Quarantined: Life at Home for an Extroverted Leader

  • Published
  • By Col. Lisa Craig
  • HQ Air Force Reserve Command Director of Manpower, Personnel and Services

Today is March 20. For me, it is Day 6.

I remain symptom free. I am healthy. I know that makes me among the lucky – and hopefully continuing to be lucky – non-COVID-19 stricken. However, life is definitely not normal.

I returned from a TDY visiting our awesome Reserve Citizen Airmen of the 624th Regional Support Group in Hawaii and Guam on Saturday, March 14, to find out the Office of the Air Force Surgeon General indicated that due to the potential of having been exposed, I must self-quarantine and monitor for 14 days.

I am lucky to have a spouse who can absorb day-to-day needs, such as grocery shopping, and my children are grown and out of the house.

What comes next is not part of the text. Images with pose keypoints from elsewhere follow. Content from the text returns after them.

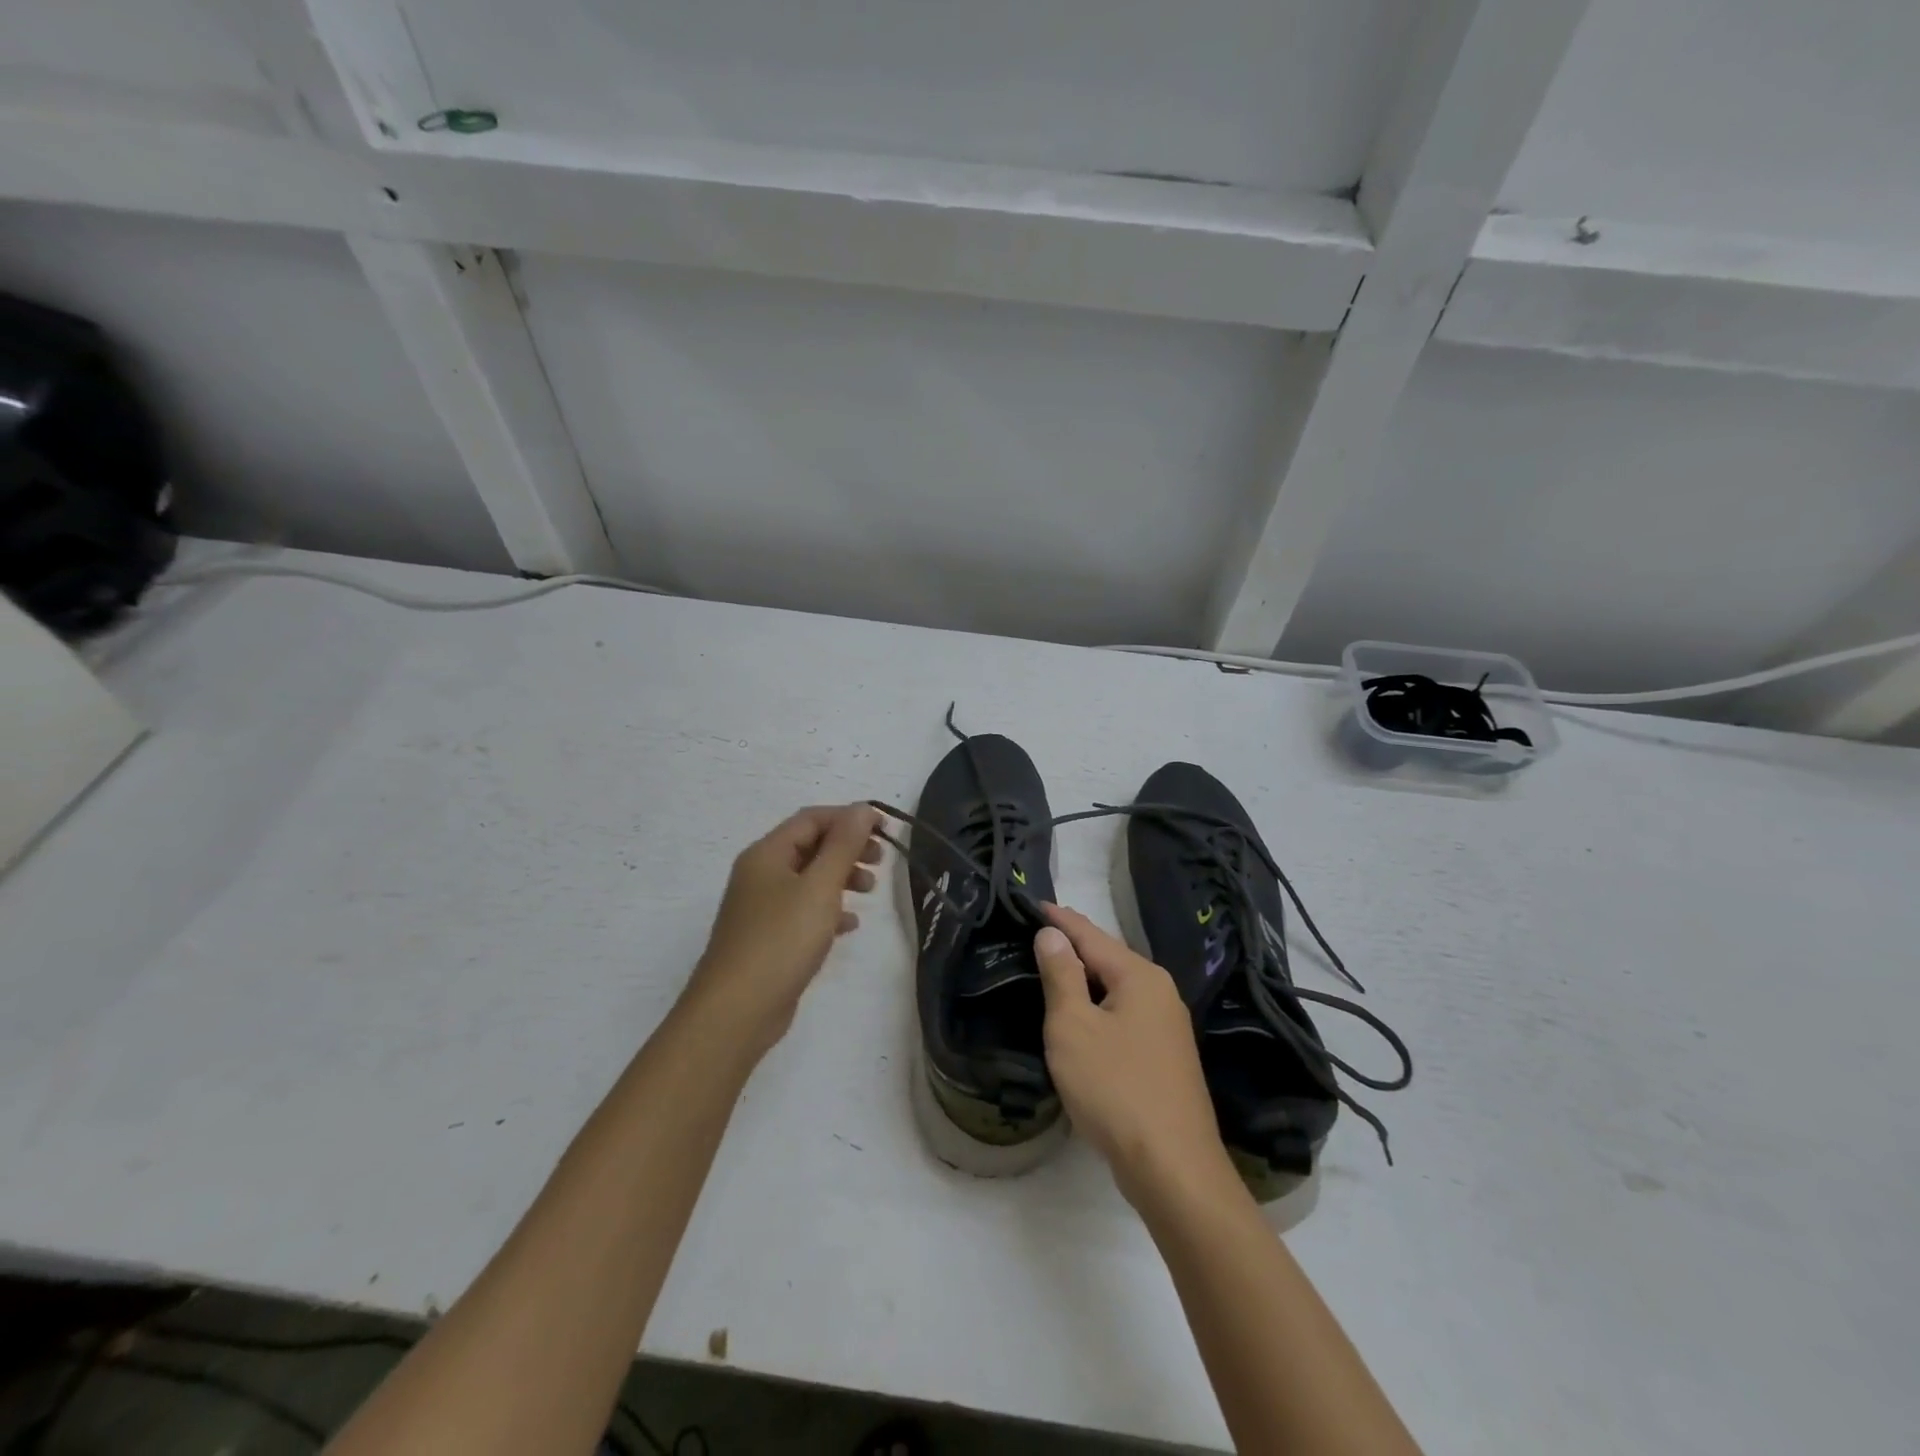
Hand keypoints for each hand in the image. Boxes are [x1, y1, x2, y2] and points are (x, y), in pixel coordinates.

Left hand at [685, 803, 882, 1055]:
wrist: (736, 1011)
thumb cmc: (781, 940)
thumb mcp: (819, 886)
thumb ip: (844, 845)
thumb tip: (862, 808)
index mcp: (767, 854)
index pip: (812, 819)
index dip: (850, 817)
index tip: (886, 829)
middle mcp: (760, 874)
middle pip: (811, 846)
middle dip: (848, 848)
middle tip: (880, 861)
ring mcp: (762, 908)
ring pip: (809, 879)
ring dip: (842, 877)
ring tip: (870, 891)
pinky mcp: (768, 938)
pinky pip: (803, 911)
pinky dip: (829, 909)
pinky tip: (849, 925)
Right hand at [1034, 904, 1237, 1209]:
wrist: (1173, 1168)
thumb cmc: (1115, 1088)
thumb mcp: (1074, 1027)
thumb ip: (1061, 976)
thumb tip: (1052, 934)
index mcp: (1139, 976)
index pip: (1090, 935)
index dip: (1060, 920)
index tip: (1033, 903)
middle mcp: (1160, 992)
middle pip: (1108, 957)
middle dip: (1074, 944)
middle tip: (1039, 931)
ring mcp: (1167, 1026)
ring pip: (1117, 988)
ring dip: (1086, 976)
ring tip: (1054, 965)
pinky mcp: (1165, 1056)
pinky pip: (1124, 1014)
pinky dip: (1099, 1005)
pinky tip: (1083, 1014)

We have set up a six-foot personal bubble around me. I eat on the far side of a room. I sleep in a guest bedroom. I work out in the morning on my elliptical machine. I ensure anything I touch is well sanitized. I am uber-connected to the news and social media. I choose to remain solidly within my four walls, not even walking the neighborhood; because if I am a carrier, there’s a chance I could impact other people. That’s not a risk I am willing to take.

I am fortunate that I have the technology to remain mostly connected; although as our systems get stressed, so too does my ability to stay connected and continue to lead my team from away. Like everybody else, my team and I are having to get creative to solve problems. When my laptop stopped working, my team sprang into action and retrieved the ineffective hardware from my front porch (after I sanitized it as best I could and put it all in a bag). After the Reserve Comm Focal Point fixed the problem and fully tested the system, my team returned my machine to my front porch.

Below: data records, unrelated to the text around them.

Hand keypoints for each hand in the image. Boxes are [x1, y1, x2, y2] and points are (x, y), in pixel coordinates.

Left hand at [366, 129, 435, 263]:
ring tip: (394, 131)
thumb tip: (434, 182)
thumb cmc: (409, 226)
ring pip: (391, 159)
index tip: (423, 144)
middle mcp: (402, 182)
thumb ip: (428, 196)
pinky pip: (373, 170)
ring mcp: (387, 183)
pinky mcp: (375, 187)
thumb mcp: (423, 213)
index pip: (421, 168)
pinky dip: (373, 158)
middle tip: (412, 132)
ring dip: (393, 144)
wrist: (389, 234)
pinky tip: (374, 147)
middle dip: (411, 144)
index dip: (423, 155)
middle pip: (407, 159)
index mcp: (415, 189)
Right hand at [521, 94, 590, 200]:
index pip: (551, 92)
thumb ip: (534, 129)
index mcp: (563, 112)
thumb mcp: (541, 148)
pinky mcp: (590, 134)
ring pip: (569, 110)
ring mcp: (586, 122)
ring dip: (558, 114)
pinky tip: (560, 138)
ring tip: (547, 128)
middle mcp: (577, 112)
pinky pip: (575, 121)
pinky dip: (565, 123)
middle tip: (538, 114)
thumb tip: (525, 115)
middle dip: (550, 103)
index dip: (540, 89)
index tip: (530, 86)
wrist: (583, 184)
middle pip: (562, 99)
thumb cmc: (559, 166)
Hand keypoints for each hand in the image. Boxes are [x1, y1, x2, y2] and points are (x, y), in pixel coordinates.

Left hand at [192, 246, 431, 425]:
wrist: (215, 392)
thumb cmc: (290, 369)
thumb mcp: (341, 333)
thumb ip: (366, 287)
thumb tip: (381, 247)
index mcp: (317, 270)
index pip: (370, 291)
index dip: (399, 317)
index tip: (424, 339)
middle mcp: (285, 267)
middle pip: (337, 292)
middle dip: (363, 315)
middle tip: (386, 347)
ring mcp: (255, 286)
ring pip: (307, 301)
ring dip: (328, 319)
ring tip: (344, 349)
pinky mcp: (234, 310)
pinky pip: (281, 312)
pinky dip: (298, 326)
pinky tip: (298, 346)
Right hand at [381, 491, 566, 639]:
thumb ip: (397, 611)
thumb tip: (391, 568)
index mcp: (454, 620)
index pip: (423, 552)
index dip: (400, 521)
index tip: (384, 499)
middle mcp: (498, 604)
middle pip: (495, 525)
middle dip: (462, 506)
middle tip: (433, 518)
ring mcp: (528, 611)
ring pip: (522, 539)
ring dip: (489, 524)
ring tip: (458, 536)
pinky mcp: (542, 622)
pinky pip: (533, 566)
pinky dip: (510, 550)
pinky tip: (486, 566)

My hours remain long. Because I am never more than a few feet away from my kitchen office, I am always at work. And, because I am worried about my team’s stressors, I am on the net during all waking hours.

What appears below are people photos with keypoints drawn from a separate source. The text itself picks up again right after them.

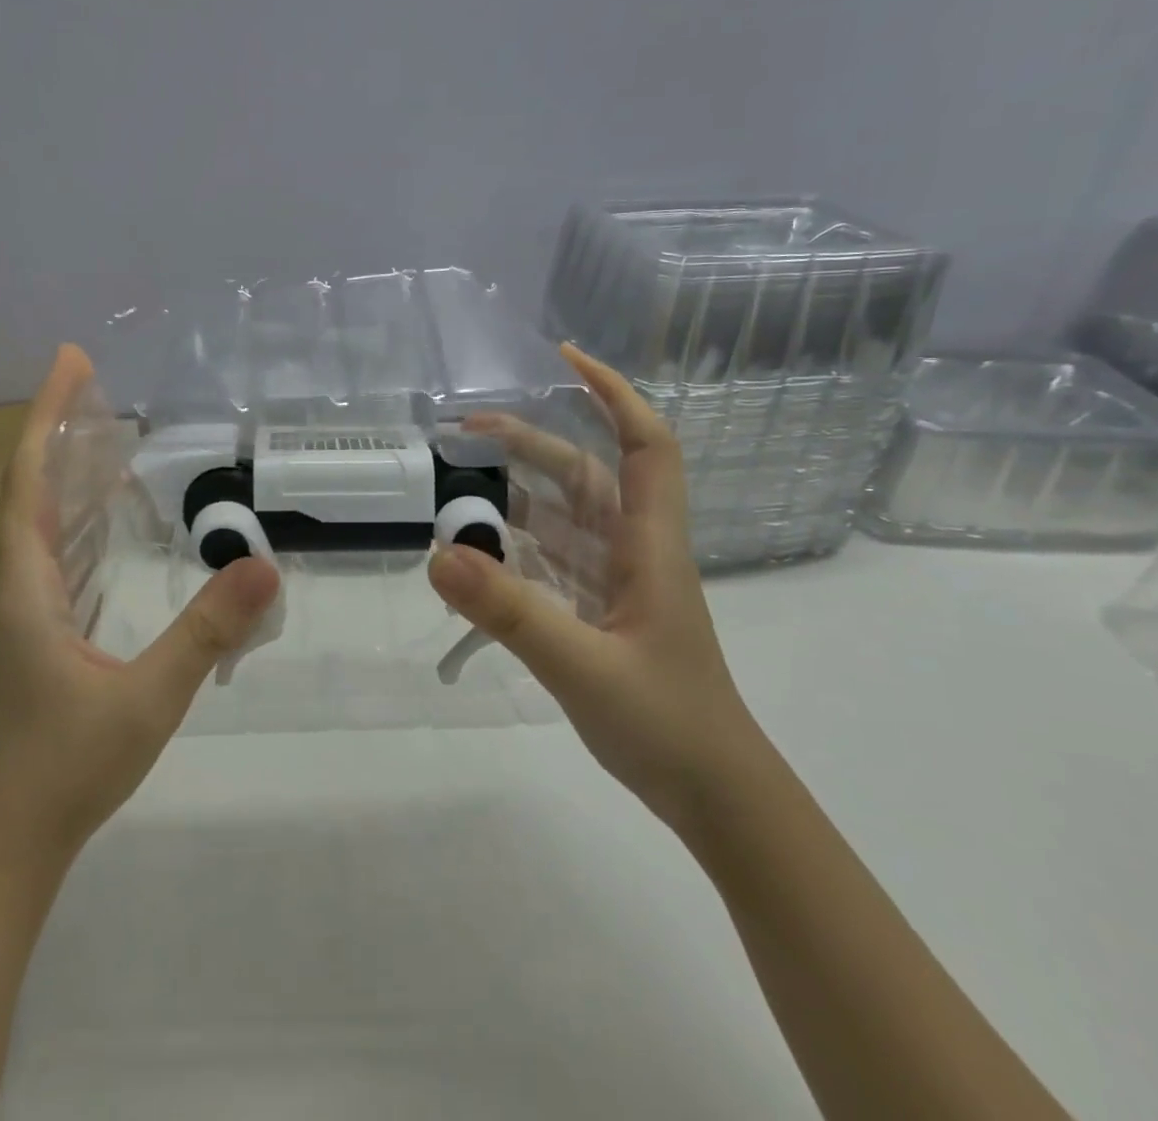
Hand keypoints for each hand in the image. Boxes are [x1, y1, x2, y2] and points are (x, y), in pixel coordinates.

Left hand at [0, 345, 280, 867]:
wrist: (8, 840)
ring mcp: (31, 609)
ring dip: (69, 469)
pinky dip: (82, 515)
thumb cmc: (65, 767)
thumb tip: (266, 567)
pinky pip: (62, 551)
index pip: (30, 478)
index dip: (49, 415)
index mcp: (30, 584)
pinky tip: (110, 516)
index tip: (71, 361)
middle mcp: (22, 584)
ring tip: (108, 432)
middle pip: (33, 486)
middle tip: (99, 383)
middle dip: (62, 428)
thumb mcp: (147, 697)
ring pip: (44, 519)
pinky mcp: (46, 632)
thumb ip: (206, 633)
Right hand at [427, 344, 763, 830]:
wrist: (718, 799)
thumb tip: (439, 554)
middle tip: (466, 430)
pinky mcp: (600, 614)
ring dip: (519, 492)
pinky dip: (517, 546)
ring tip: (462, 481)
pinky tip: (481, 549)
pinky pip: (553, 561)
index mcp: (648, 546)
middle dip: (532, 442)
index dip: (613, 393)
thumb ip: (512, 612)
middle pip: (585, 475)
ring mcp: (616, 585)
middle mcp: (633, 552)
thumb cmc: (668, 725)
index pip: (645, 445)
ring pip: (565, 518)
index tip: (565, 358)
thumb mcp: (584, 666)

I am lucky that the expert professionals who work for me (they actually work for you in the Air Force Reserve) have a firm grasp on the needs of our Reserve force. They continue to grow the body of knowledge as unique situations arise. Our mission set is complex and touches nearly every aspect of every directorate’s mission sets with personnel implications. It’s a web in which I am stuck in my cocoon.

I provide injects and vectors as requested, but to a lesser degree than I think we’d all prefer. My team always contributes to our body of knowledge and solves problems, but even more so in this time of crisis. They get the job done.

But.… here’s the thing: I am an extreme extrovert. While some folks get their energy and vitality from spending quiet, contemplative time, that’s not me. I get my energy from people, from engagement, from shared experiences, from human contact.

My kitchen-office set up, the technology, the cell phones – they only connect for the requirements (well, mostly). For right now, gone for me are the office exercise sessions and the face-to-face communications with my work family. Gone are the “how was your kid’s soccer game?” and “how is your parent’s health?” hallway conversations. Those things that keep us connected now require a much more diligent and deliberate approach.

I worry about our resiliency. How can we stay spiritually connected? How can I ensure the emotional needs of myself and my A1 work family are covered? What can we do to stay physically healthy?

I know that my situation is easy compared to so many others. I am healthy. I am lucky. But, I am lonely in an unusual way.

We are doing all we can to ensure we will all come through this. I will come through this. I pray we can continue to fulfill and take care of those needs for information and resources for those whose needs are greater than this lonely extrovert.